The bill, sponsored by Rep. Sharon Nelson (D-Maury Island), would have banned the use of credit scores to set insurance rates, a practice the industry says is a good predictor of risk but critics argue is discriminatory to minorities and unwarranted in tough economic times when people can’t make credit card payments due to layoffs.
The bill was set for a vote this morning in the House Committee on Financial Institutions & Insurance, but at the start of the meeting, committee members immediately went into a closed caucus. When they finished, Rep. Sharon Tomiko Santos (D-Seattle) put forward a substitute bill that, instead of prohibiting insurance credit scoring in Washington state, would have commissioned a study on the effects of the practice. The study would have been paid for by charging insurance companies a 10-cent fee on driving abstracts, or data, that insurers purchase from the state.

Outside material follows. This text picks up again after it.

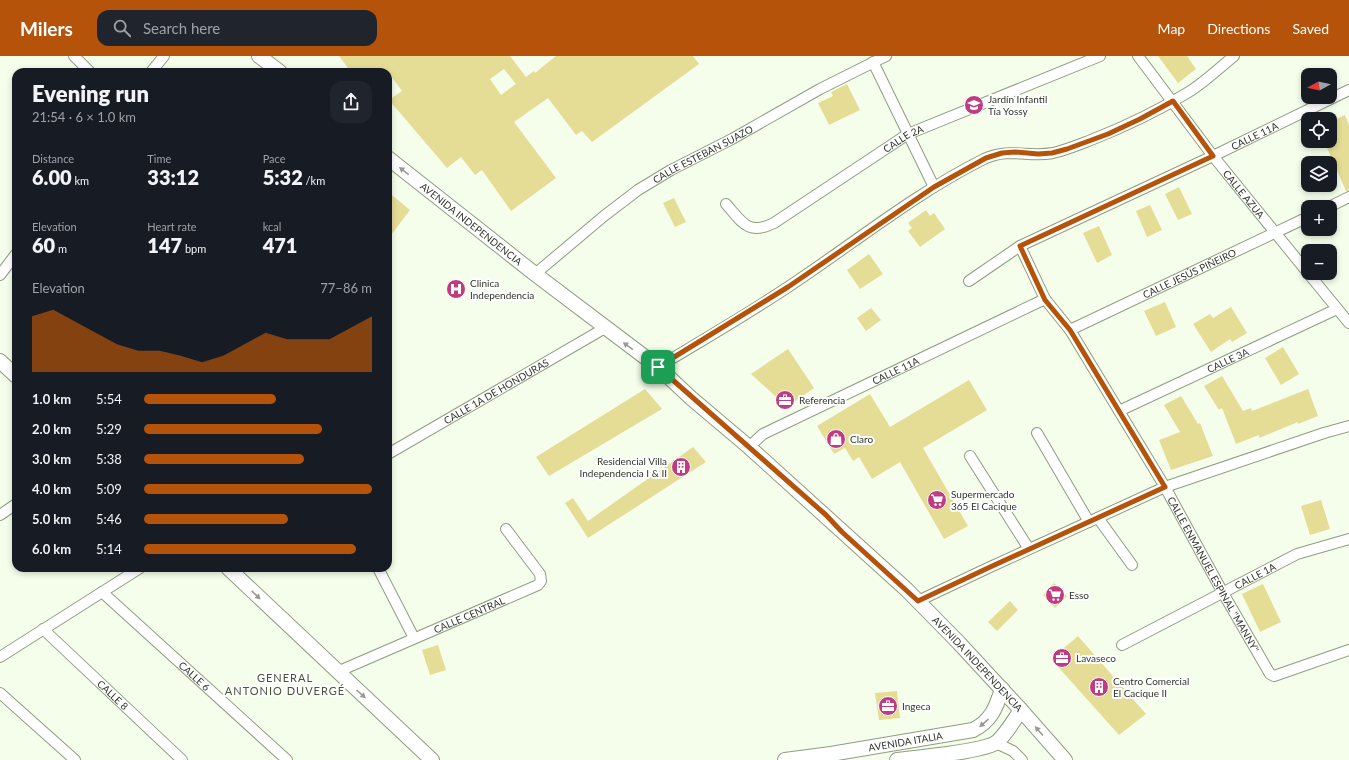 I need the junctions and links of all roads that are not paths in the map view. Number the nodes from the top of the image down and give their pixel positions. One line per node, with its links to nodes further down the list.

Before a final vote in which the bill was defeated, each committee member weighed in.
“I’m really disappointed in this, that it’s down to a study,” said Rep. John McCoy (D-Everett). For people of color, because of a practice called red-lining, he said, “there are circumstances (in which) institutions won’t make loans to these individuals, so consequently they have to do everything by cash.”
“They don’t have a credit score, they have no rating,” McCoy said, and that creates a situation of more red-lining. “They run into this every day,” he said, “and it’s quite discouraging.”
“I’m disappointed this bill is even in front of us,” said Rep. Jay Rodne (R-North Bend). “Credit scoring has been proven as a reliable acturarial assessment to determine one’s credit risk and one’s risk in general ... We have to start emphasizing personal responsibility in this Legislature.”
The companion, Senate Bill 6252, remains alive for now in the Senate, where it’s scheduled for a vote at 1:30 p.m. in the Committee on Labor and Commerce & Consumer Protection.
Comments
Another example of the corporate elite reigning in democracy.
Another example of someone who doesn’t understand the difference between “reigning” and “reining.”
This is a travesty of justice. If you have been laid off in a bad economy and become a credit risk…you insurance rates go up. How ridiculous. I agree with the “reigning” label.
Why is it that when any law is proposed that would effect people based on individual choices of responsibility (in this case having a decent credit score), the first thing out of the mouth of the left is that “it discriminates against minorities?” It is called individual responsibility for a reason. If I decide to opt-out of the “credit-card spending spree frenzy” that the rest of America has gotten itself into, why should I not benefit from a law that may lower my premiums due to my INDIVIDUAL choice of being responsible and making sure that I don’t live beyond my means and keep a decent score?